[Stored data]
........
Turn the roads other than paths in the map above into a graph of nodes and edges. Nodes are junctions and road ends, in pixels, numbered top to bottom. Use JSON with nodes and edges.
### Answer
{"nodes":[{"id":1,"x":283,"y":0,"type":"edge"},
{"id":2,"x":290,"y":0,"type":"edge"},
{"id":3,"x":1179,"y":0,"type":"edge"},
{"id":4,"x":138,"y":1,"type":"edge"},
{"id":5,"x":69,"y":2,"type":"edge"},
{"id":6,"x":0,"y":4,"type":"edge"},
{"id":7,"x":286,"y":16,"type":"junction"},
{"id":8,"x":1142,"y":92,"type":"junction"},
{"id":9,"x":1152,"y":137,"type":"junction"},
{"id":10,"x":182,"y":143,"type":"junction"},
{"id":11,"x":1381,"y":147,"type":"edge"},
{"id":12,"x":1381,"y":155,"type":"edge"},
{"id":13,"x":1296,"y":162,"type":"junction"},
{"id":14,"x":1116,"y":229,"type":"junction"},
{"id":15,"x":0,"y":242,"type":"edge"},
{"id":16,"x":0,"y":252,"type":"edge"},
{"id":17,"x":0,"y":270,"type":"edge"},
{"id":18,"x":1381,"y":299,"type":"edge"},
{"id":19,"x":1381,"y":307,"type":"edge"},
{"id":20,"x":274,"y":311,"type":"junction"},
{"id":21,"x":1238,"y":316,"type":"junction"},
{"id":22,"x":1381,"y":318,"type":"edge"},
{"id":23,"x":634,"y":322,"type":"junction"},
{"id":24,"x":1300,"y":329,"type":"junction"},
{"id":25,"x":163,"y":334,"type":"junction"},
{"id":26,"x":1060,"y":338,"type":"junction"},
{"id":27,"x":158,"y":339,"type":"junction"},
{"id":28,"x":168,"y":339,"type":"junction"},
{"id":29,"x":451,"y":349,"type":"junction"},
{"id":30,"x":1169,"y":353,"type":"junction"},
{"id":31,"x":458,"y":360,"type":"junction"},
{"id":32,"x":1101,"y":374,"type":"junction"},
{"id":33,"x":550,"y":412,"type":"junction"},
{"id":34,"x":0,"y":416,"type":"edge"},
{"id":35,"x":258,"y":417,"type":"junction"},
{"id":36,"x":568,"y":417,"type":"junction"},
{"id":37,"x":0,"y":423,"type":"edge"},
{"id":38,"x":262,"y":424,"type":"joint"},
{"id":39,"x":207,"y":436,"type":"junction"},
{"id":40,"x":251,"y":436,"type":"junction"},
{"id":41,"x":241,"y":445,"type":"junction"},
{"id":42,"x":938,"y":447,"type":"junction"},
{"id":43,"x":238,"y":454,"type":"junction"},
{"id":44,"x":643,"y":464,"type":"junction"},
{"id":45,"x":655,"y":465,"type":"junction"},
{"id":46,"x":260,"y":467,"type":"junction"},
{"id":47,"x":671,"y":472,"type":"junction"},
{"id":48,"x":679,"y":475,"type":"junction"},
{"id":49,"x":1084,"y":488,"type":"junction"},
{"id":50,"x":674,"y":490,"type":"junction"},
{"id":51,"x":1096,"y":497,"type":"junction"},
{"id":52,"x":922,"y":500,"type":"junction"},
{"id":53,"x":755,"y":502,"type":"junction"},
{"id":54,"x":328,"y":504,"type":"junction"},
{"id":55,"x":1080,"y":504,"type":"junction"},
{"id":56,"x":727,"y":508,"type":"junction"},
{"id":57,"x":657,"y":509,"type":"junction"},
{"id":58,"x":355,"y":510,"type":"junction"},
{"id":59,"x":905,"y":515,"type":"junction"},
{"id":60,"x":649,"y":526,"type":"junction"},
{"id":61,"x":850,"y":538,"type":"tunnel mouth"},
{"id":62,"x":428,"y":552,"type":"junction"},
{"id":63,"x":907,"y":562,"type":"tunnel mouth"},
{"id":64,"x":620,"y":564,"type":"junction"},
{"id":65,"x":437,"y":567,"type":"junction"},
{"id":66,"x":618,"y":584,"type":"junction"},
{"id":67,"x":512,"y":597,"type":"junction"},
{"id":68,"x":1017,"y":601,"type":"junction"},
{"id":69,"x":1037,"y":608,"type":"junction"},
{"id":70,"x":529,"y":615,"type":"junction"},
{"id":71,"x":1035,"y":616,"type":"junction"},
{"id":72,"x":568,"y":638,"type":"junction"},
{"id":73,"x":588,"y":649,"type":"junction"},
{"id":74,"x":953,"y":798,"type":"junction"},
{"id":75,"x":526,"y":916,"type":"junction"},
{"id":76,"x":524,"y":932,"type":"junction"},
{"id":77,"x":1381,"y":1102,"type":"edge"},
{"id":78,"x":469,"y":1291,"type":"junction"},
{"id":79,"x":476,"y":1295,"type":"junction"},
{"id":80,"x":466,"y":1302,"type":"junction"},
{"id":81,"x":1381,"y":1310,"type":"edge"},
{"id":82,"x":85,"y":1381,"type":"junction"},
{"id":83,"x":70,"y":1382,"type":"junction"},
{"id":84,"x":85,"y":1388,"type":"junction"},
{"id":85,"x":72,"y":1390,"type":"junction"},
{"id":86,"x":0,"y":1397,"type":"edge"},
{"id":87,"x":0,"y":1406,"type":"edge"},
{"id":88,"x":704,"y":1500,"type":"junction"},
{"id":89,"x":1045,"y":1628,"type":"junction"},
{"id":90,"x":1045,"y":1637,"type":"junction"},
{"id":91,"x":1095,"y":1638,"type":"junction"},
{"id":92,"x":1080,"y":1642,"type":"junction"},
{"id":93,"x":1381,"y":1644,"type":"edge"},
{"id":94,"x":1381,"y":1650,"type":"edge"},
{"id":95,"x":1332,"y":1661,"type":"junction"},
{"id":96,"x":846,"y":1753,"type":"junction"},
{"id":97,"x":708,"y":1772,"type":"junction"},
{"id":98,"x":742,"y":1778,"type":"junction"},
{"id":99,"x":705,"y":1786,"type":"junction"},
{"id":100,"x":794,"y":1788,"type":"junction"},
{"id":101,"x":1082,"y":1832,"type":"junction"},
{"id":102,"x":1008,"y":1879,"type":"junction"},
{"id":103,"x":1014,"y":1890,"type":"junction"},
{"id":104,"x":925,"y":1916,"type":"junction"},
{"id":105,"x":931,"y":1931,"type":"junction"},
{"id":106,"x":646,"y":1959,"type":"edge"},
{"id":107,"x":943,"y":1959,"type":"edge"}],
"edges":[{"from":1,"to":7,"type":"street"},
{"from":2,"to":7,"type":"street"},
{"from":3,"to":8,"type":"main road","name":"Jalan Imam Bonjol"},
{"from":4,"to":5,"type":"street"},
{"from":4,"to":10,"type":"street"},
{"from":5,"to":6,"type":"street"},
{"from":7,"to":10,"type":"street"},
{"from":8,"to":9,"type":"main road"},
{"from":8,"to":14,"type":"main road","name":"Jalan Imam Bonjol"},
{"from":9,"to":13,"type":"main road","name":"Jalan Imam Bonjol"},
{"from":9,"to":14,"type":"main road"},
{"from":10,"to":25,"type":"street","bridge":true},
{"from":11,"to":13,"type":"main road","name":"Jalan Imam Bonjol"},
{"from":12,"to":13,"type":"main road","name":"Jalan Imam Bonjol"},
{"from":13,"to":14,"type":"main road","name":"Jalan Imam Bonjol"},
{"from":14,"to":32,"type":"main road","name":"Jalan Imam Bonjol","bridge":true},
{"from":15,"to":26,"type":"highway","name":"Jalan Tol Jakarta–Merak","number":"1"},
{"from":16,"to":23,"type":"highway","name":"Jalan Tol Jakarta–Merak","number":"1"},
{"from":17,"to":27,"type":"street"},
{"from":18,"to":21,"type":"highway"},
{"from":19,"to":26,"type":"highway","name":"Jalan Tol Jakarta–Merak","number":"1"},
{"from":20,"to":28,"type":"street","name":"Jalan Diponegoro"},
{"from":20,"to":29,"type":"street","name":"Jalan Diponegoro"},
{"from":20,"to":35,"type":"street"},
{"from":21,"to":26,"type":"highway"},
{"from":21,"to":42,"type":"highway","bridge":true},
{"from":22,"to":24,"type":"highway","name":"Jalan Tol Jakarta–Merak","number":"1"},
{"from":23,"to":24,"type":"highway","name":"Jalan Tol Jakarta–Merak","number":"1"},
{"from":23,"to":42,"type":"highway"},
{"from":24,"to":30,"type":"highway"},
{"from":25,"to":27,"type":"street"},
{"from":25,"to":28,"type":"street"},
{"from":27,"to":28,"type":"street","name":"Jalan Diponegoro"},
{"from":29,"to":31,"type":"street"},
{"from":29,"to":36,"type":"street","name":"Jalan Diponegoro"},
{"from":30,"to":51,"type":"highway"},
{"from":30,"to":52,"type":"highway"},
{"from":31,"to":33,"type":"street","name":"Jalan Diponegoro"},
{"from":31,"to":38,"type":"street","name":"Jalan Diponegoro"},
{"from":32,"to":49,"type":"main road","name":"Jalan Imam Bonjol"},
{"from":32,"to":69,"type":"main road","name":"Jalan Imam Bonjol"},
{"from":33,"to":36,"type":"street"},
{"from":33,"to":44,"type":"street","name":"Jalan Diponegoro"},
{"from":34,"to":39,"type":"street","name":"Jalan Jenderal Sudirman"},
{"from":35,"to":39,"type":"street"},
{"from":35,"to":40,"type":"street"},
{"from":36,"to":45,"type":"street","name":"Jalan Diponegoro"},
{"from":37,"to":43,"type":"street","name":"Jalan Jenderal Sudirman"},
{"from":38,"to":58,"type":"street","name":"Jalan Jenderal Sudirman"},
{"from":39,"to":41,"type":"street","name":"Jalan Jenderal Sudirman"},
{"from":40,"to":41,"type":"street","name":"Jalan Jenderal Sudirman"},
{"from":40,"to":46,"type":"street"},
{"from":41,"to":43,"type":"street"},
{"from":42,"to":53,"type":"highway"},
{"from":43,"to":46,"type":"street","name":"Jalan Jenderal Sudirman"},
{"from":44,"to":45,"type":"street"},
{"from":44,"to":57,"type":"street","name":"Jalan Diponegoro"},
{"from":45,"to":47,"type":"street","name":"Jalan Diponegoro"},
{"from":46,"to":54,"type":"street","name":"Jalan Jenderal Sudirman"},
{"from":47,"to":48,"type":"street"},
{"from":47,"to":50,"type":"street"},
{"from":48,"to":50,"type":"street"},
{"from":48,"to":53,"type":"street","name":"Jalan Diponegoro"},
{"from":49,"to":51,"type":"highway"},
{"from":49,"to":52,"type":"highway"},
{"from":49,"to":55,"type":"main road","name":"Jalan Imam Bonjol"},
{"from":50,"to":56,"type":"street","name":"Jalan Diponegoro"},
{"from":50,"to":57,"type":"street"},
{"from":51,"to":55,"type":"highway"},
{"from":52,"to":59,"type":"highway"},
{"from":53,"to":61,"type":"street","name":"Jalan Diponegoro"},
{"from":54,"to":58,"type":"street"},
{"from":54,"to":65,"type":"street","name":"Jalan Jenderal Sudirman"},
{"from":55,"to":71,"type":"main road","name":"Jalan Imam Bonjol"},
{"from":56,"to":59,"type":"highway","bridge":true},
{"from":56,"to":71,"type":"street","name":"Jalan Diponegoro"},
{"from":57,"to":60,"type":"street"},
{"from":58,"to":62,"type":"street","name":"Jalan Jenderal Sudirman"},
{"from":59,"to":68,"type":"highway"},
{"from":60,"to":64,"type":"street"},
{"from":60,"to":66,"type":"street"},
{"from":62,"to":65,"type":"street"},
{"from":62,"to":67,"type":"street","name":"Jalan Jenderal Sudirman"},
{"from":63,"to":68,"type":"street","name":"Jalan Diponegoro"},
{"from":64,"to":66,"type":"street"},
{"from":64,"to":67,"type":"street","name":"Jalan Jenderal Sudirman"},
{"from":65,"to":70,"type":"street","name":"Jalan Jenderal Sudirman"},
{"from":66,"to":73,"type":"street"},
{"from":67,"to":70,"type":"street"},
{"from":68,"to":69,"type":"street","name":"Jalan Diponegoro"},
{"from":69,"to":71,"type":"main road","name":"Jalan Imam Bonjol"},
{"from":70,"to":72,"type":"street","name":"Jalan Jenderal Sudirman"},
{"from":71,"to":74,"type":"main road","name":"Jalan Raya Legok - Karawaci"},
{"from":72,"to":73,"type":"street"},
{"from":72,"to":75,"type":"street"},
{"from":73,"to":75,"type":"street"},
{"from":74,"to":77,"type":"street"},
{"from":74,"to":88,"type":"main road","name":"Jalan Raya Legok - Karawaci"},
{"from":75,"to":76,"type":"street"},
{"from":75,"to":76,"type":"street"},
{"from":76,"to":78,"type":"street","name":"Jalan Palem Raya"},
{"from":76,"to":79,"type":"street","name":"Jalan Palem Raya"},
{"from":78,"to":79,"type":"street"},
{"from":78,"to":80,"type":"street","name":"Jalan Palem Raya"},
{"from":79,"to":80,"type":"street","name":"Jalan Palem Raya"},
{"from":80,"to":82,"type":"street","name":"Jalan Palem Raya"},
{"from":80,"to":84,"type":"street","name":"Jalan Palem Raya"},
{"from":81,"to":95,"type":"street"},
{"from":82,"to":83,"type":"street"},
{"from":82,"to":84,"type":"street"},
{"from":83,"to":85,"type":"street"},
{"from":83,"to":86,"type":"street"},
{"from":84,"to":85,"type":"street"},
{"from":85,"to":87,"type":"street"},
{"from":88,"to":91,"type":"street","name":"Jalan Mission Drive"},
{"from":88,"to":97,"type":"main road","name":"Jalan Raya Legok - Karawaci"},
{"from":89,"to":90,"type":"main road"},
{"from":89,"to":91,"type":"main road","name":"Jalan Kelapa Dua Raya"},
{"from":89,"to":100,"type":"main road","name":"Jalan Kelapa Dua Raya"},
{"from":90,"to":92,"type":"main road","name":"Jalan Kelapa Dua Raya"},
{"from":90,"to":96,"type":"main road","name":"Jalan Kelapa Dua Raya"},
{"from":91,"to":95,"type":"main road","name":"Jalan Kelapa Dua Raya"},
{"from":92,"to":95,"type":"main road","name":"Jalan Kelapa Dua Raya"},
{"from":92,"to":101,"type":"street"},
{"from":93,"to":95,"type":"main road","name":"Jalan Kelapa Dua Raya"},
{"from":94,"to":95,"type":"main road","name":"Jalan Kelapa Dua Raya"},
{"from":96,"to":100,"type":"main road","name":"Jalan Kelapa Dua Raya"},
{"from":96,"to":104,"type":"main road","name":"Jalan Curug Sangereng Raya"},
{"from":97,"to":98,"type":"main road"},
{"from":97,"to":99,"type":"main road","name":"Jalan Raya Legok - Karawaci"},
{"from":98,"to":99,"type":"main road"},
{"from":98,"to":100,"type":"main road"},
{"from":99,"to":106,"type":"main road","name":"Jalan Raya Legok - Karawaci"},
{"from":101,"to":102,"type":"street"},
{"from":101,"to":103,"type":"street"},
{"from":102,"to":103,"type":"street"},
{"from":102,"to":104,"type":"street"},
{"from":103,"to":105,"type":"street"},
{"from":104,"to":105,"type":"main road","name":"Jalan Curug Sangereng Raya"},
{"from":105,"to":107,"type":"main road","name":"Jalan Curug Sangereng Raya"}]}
........
Spot every line in the entries that includes the word "Bonjol", and copy each one out.

{"from":3,"to":8,"type":"main road","name":"Jalan Imam Bonjol"},
{"from":8,"to":14,"type":"main road","name":"Jalan Imam Bonjol"},
{"from":9,"to":13,"type":"main road","name":"Jalan Imam Bonjol"},
{"from":11,"to":13,"type":"main road","name":"Jalan Imam Bonjol"},
{"from":12,"to":13,"type":"main road","name":"Jalan Imam Bonjol"},
{"from":13,"to":14,"type":"main road","name":"Jalan Imam Bonjol"},
{"from":14,"to":32,"type":"main road","name":"Jalan Imam Bonjol","bridge":true},
{"from":32,"to":49,"type":"main road","name":"Jalan Imam Bonjol"},
{"from":32,"to":69,"type":"main road","name":"Jalan Imam Bonjol"},
{"from":49,"to":55,"type":"main road","name":"Jalan Imam Bonjol"},
{"from":55,"to":71,"type":"main road","name":"Jalan Imam Bonjol"},
{"from":69,"to":71,"type":"main road","name":"Jalan Imam Bonjol"},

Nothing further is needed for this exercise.